Sex-associated microRNAs potentially implicated in sporadic Alzheimer’s disease (sAD)

Background The onset and pathology of sporadic Alzheimer’s disease (sAD) seem to be affected by both sex and genetic mechanisms. Evidence supports that the high prevalence of sAD in women, worldwide, may be attributed to an interplay among aging, sex, and lifestyle, influenced by genetics, metabolic changes, and hormones. Interestingly, epigenetic mechanisms such as microRNAs (miRNAs), known as master regulators of gene expression, may contribute to this observed sexual dimorphism in sAD. Objectives To investigate the potential impact of sex-associated miRNAs on processes manifesting sAD pathology, as described by the Tau-driven Adverse Outcome Pathway (AOP) leading to memory loss.
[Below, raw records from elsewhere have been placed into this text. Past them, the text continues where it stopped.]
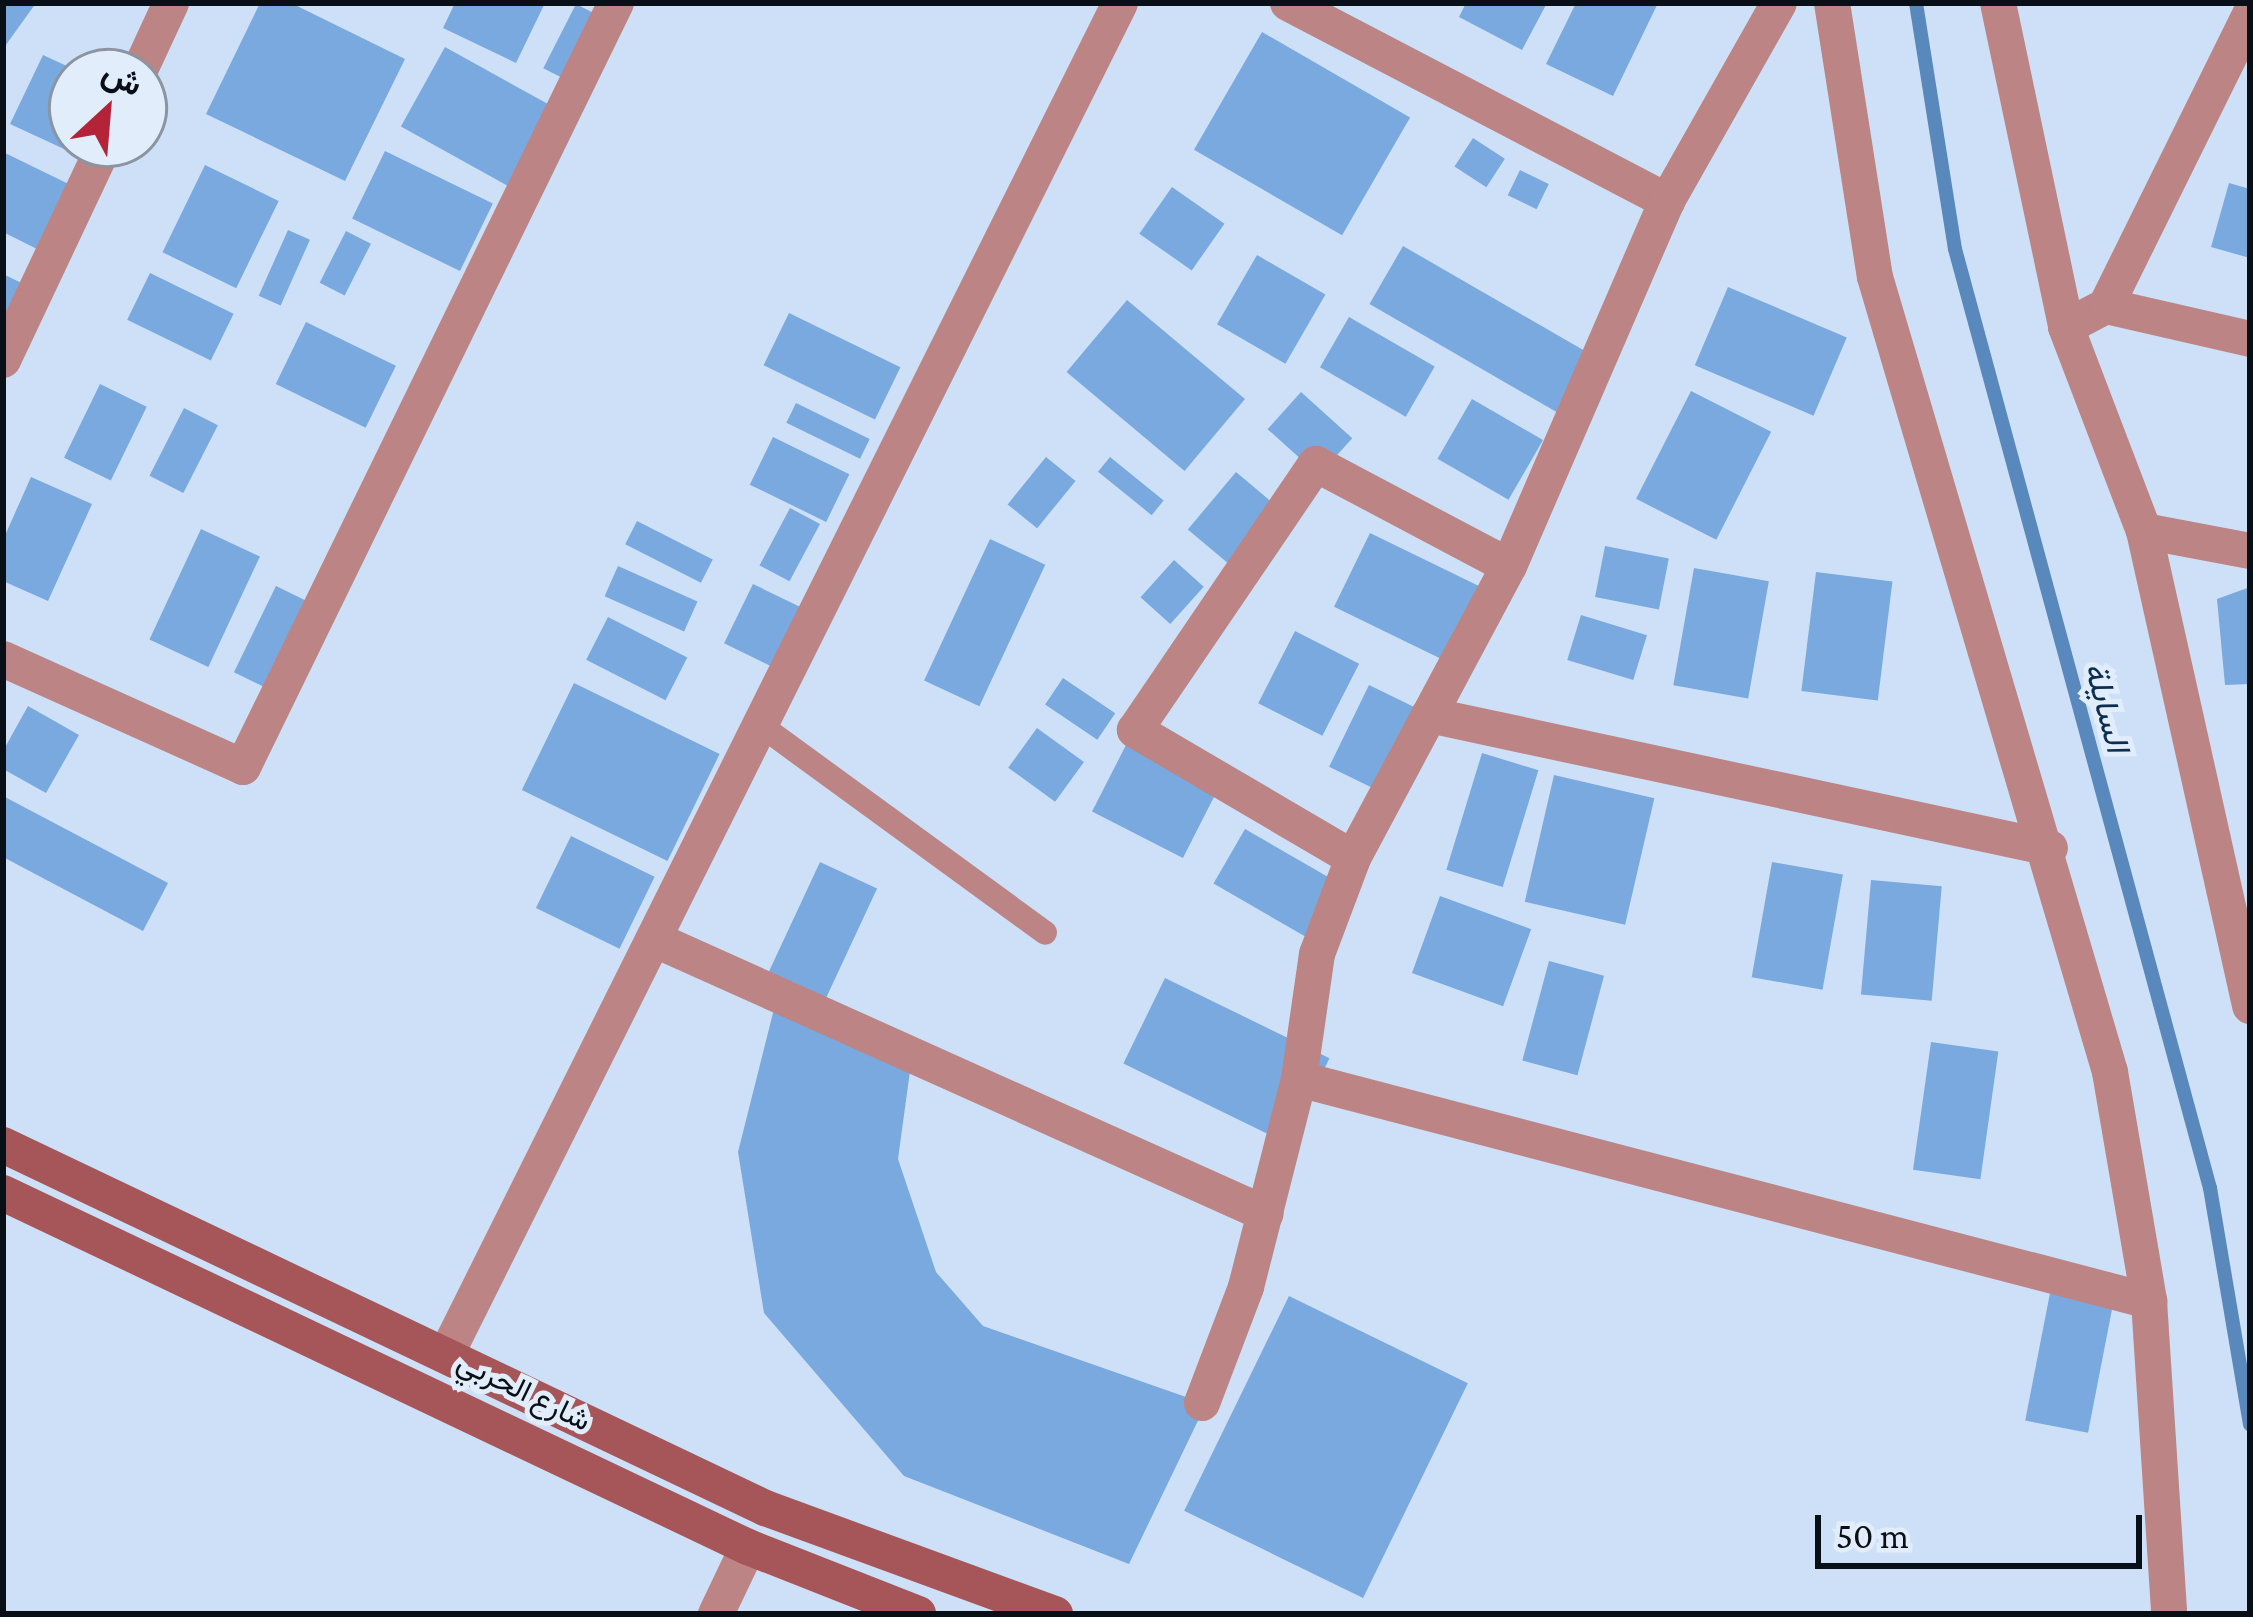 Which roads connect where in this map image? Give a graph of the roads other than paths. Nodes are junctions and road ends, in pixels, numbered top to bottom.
1 (171, 3) edge
2 (616, 3) edge
3 (1120, 3) edge
4 (1288, 3) edge
5 (1779, 3) edge
6 (1832, 3) edge
7 (1998, 3) edge
8 (2250, 15) edge
9 (150, 48) edge
10 (94, 168) edge
11 (1667, 201) junction
12 (2106, 306) junction
13 (2066, 327) junction
14 (2250, 339) edge
15 (3, 360) edge
16 (2144, 531) junction
17 (2250, 551) edge
18 (1509, 566) junction
19 (3, 658) edge
20 (1430, 715) junction
21 (763, 727) junction
22 (2050, 848) junction
23 (1352, 858) junction
24 (1045, 933) dead end
25 (658, 940) junction
26 (2247, 984) edge
27 (1299, 1079) junction
28 (3, 1145) edge
29 (3, 1193) edge
30 (1266, 1214) junction
31 (2149, 1300) junction
32 (447, 1353) junction
33 (1202, 1402) dead end
34 (748, 1547) junction
35 (716, 1614) edge
36 (918, 1614) edge
37 (1055, 1614) edge
38 (2169, 1614) edge

1 - 9 street
2 - 19 street
3 - 21 street
4 - 11 street
5 - 11 street
6 - 22 street
7 - 13 street
8 - 12 street
10 - 15 street
11 - 18 street
12 - 13 street
12 - 14 street
13 - 16 street
16 - 17 street
16 - 26 street
18 - 20 street
18 - 23 street
20 - 22 street
20 - 23 street
21 - 24 lane
21 - 25 street
22 - 31 street
23 - 27 street
25 - 30 street
25 - 32 street
27 - 30 street
27 - 31 street
28 - 32 street, شارع الحربي
29 - 34 street, شارع الحربي
30 - 33 street
31 - 38 street
32 - 37 street, شارع الحربي
34 - 35 street
34 - 36 street, شارع الحربي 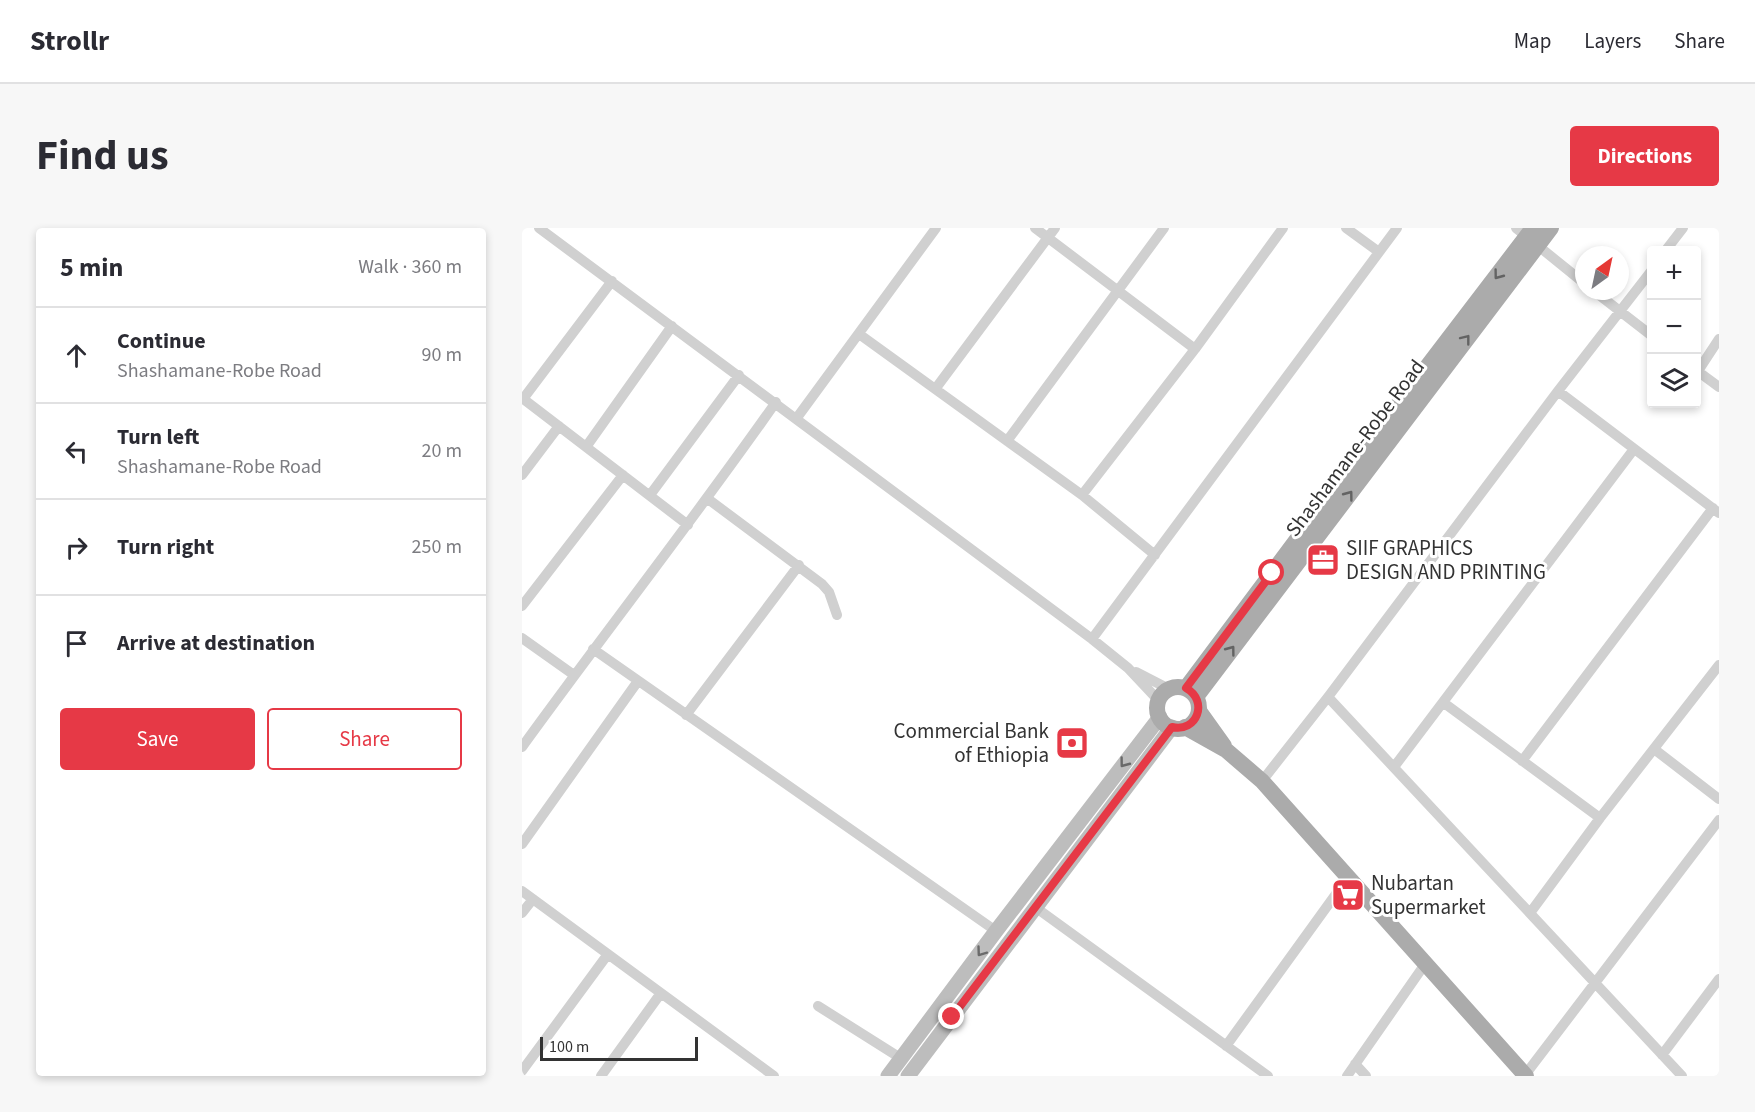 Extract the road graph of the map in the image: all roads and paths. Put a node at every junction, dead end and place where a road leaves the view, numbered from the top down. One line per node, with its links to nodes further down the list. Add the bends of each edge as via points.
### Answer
1 (539, 228): 17 (street)
2 (936, 228): 23 (street)
3 (1035, 228): 12 (street)
4 (1055, 228): 12 (street)
5 (1164, 228): 18 (street)
6 (1283, 228): 25 (street)
7 (1346, 228): 14 (street)
8 (1397, 228): 14 (street)
9 (1551, 228): 11 (main road, Shashamane-Robe Road)
10 (1683, 228): 13 (street)
11 (1529, 234): 15 (street); 59 (main road, Shashamane-Robe Road)
12 (1048, 237): 18 (street); 30 (street)
13 (1669, 246)
14 (1379, 252): 46 (street)
15 (1575, 275)
16 (1647, 277): 20 (street)
17 (612, 281): 21 (street); 32 (street)
18 (1118, 291): 25 (street); 36 (street)
19 (1605, 300): 20 (street)
20 (1620, 313): 22 (street); 31 (street)
21 (672, 326): 28 (street); 37 (street)
22 (1647, 332)
23 (859, 334): 30 (street); 34 (street)
24 (1719, 339): 26 (street)
25 (1195, 349): 42 (street)
26 (1701, 364)
27 (1701, 373): 29 (street)
28 (739, 375): 33 (street); 41 (street)
29 (1719, 387)
30 (936, 388): 36 (street)
31 (1558, 392): 38 (street); 57 (street)
32 (523, 398): 35 (street)
33 (776, 402): 34 (street); 43 (street)
34 (796, 419): 51 (street)
35 (559, 426): 37 (street); 39 (street)
36 (1007, 441): 42 (street)
37 (586, 447): 40 (street)
38 (1634, 449): 44 (street); 58 (street)
39 (522, 475)
40 (623, 475): 41 (street); 48 (street)
41 (650, 495): 45 (street)
42 (1082, 495): 46 (street)
43 (708, 499): 45 (street); 47 (street)
44 (1716, 511): 63 (street)
45 (688, 525): 52 (street)
46 (1155, 555): 51 (street)
47 (799, 565): 49 (street, via 829,592); 60 (street)
48 (522, 606)
49 (837, 615)
50 (522, 638): 55 (street)
51 (1092, 639): 54 (street)
52 (593, 649): 55 (street); 56 (street)
53 (1719, 665): 62 (street)
54 (1128, 668): 59 (street); 59 (street)
55 (574, 675): 61 (street)
56 (638, 681): 60 (street); 69 (street)
57 (1328, 697): 64 (street); 65 (street)
58 (1444, 703): 63 (street); 64 (street)
59 (1178, 707): 65 (main road); 73 (main road); 76 (main road, one-way to 76)
60 (686, 715): 76 (street)
61 (522, 747)
62 (1654, 749): 66 (street); 67 (street)
63 (1522, 761): 67 (street)
64 (1394, 767): 75 (street)
65 (1262, 780): 70 (main road)
66 (1719, 799)
67 (1600, 818): 75 (street)
68 (1719, 820): 80 (street)
69 (522, 844)
70 (1349, 876): 78 (main road); 83 (street)
71 (522, 891): 72 (street)
72 (533, 899): 74 (street); 77 (street)
73 (1035, 907): 83 (street); 88 (main road)
74 (522, 913)
75 (1530, 913): 80 (street)
76 (996, 931): 85 (main road, one-way to 85)
77 (608, 954): 81 (street); 87 (street)
78 (1425, 964): 86 (street); 95 (main road)
79 (1719, 979): 84 (street)
80 (1594, 982): 84 (street); 95 (street)
81 (661, 993): 89 (street); 90 (street)
82 (818, 1006): 85 (street)
83 (1226, 1046): 92 (street)
84 (1662, 1055): 96 (street)
85 (902, 1059): 91 (main road)
86 (1355, 1064): 93 (street); 94 (street)
87 (522, 1071)
88 (912, 1075)
89 (601, 1076)
90 (774, 1076)
91 (888, 1076)
92 (1268, 1076)
93 (1347, 1076)
94 (1366, 1076)
95 (1526, 1076)
96 (1682, 1076)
Methods Using publicly available human miRNA datasets, sex-biased miRNAs, defined as differentially expressed by sex in tissues possibly affected by sAD pathology, were collected. In addition, sex hormone-related miRNAs were also retrieved from the literature. The compiled sex-biased and sex hormone-related miRNAs were further plugged into the dysregulated processes of the Tau-driven AOP for memory loss. Results Several miRNAs, previously identified as sex-associated, were implicated in dysregulated processes associated with the manifestation of sAD pathology. Importantly, the described pathology processes were not confined to a particular sex. A mechanistic-based approach utilizing miRNAs was adopted in order to elucidate the link between sex and biological processes potentially involved in the development of memory loss. Conclusions The identification of sex-associated miRNAs involved in the early processes manifesting memory loss may shed light to the complex molecular mechanisms underlying sAD pathogenesis in a sex-specific manner.